_Your assignment_:
In how many lines of the records does the string "main" appear? State only the number.

_Task material_:
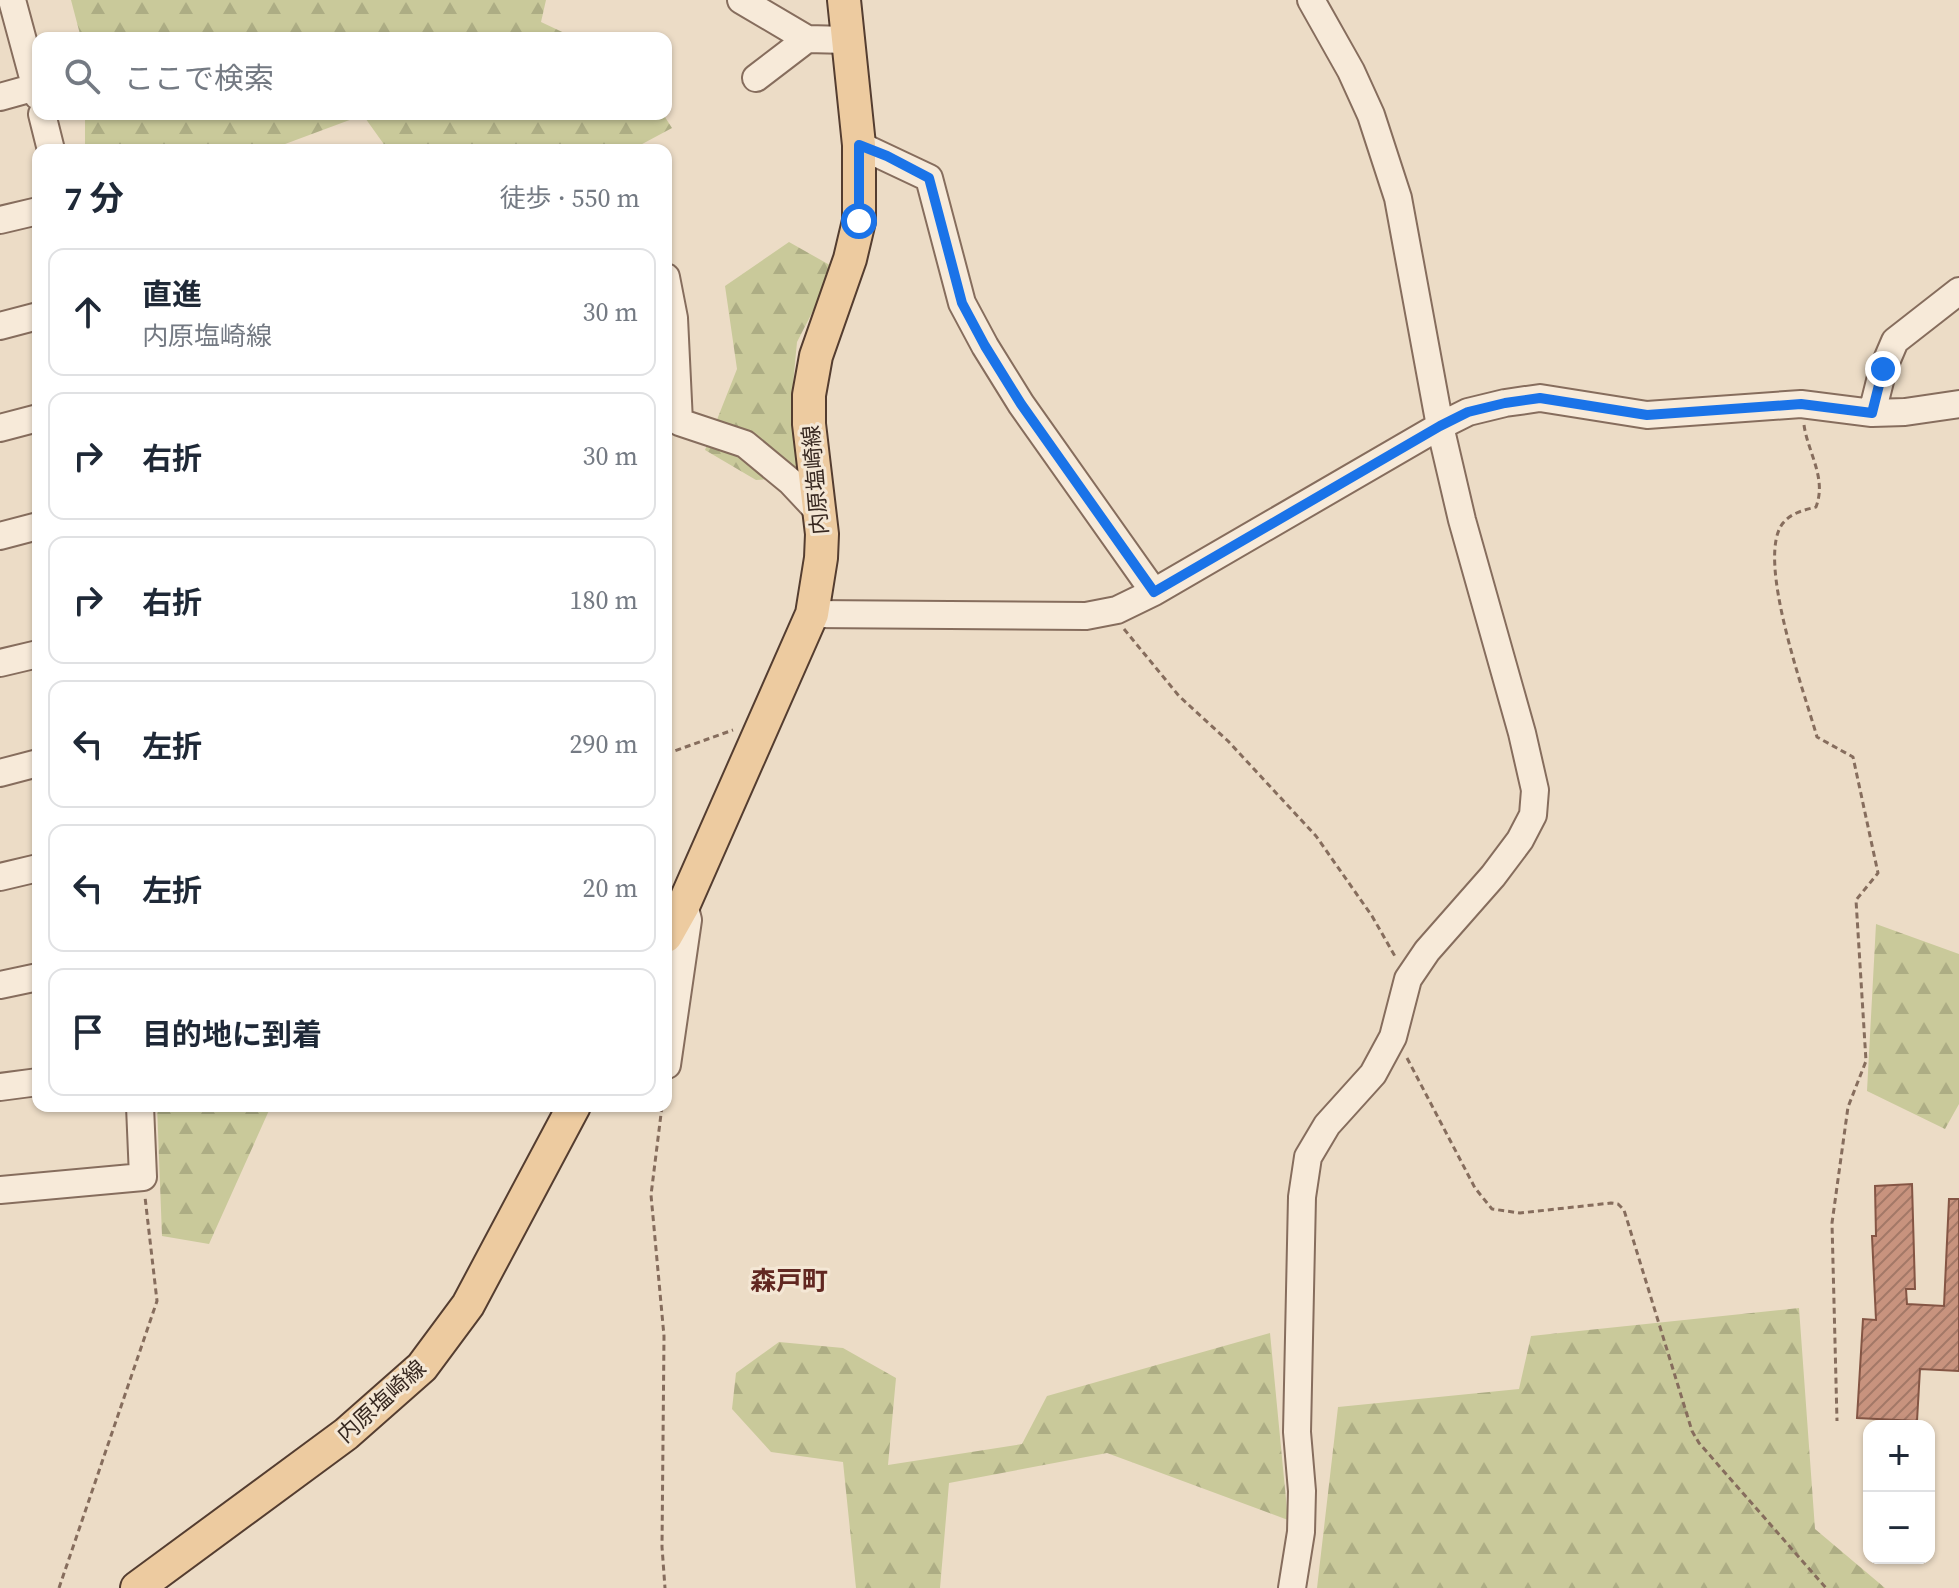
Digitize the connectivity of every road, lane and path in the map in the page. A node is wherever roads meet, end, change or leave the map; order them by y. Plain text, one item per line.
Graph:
1 (12, 0) edge
2 (741, 0) edge
3 (844, 0) edge
4 (1311, 0) edge
5 (807, 39) junction
6 (848, 40) junction
7 (32, 74) edge
8 (756, 78) dead end
9 (32, 93) edge
10 (0, 97) edge
11 (44, 120) edge
12 (50, 144) edge
13 (859, 145) junction
14 (32, 212) edge
15 (0, 220) edge
16 (1959, 291) edge
17 (672, 308) edge
18 (32, 318) edge
19 (0, 326) edge
20 (1801, 404) junction
21 (1959, 404) edge
22 (1872, 413) junction
23 (32, 420) edge
24 (1440, 426) junction
25 (0, 428) edge
26 (820, 513) junction
27 (32, 528) edge
28 (0, 536) edge
29 (1154, 592) junction
30 (1117, 610) junction
31 (812, 614) junction
32 (32, 655) edge
33 (0, 663) edge
34 (767, 719) junction
35 (672, 752) edge
36 (32, 765) edge
37 (0, 773) edge
38 (32, 869) edge
39 (0, 877) edge
40 (684, 904) junction
41 (672, 925) edge
42 (32, 978) edge
43 (1408, 979) junction
44 (0, 985) edge
45 (672, 1030) edge
46 (1393, 1037) junction
47 (32, 1083) edge
48 (0, 1087) edge
49 (140, 1112) edge
50 (571, 1112) edge
51 (661, 1112) edge
52 (143, 1177) junction
53 (0, 1190) edge
54 (1837, 1421) dead end
55 (59, 1588) edge
56 (137, 1588) edge
57 (665, 1588) edge
58 (1292, 1588) edge
59 (1826, 1588) edge

1 - 7 street
2 - 5 street
3 - 6 main road, 内原塩崎線
4 - 24 street
5 - 6 street
5 - 8 street
6 - 13 main road, 内原塩崎線
9 - 10 street
11 - 12 street
13 - 26 main road, 内原塩崎線
13 - 29 street
14 - 15 street
16 - 22 street
17 - 26 street
18 - 19 street
20 - 22 street
20 - 24 street
20 - 54 path
21 - 22 street
23 - 25 street
24 - 29 street
24 - 43 street
26 - 31 main road, 内原塩崎線
27 - 28 street
29 - 30 street
30 - 31 street
30 - 43 path
31 - 34 main road, 内原塩崎線
32 - 33 street
34 - 35 path
34 - 40 main road, 内原塩崎線
36 - 37 street
38 - 39 street
40 - 41 main road, 内原塩崎線
40 - 45 street
42 - 44 street
43 - 46 street
46 - 58 street
46 - 59 path
47 - 48 street
49 - 52 street
50 - 56 main road, 内原塩崎線
51 - 57 path
52 - 53 street
52 - 55 path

_Expected answer_:
8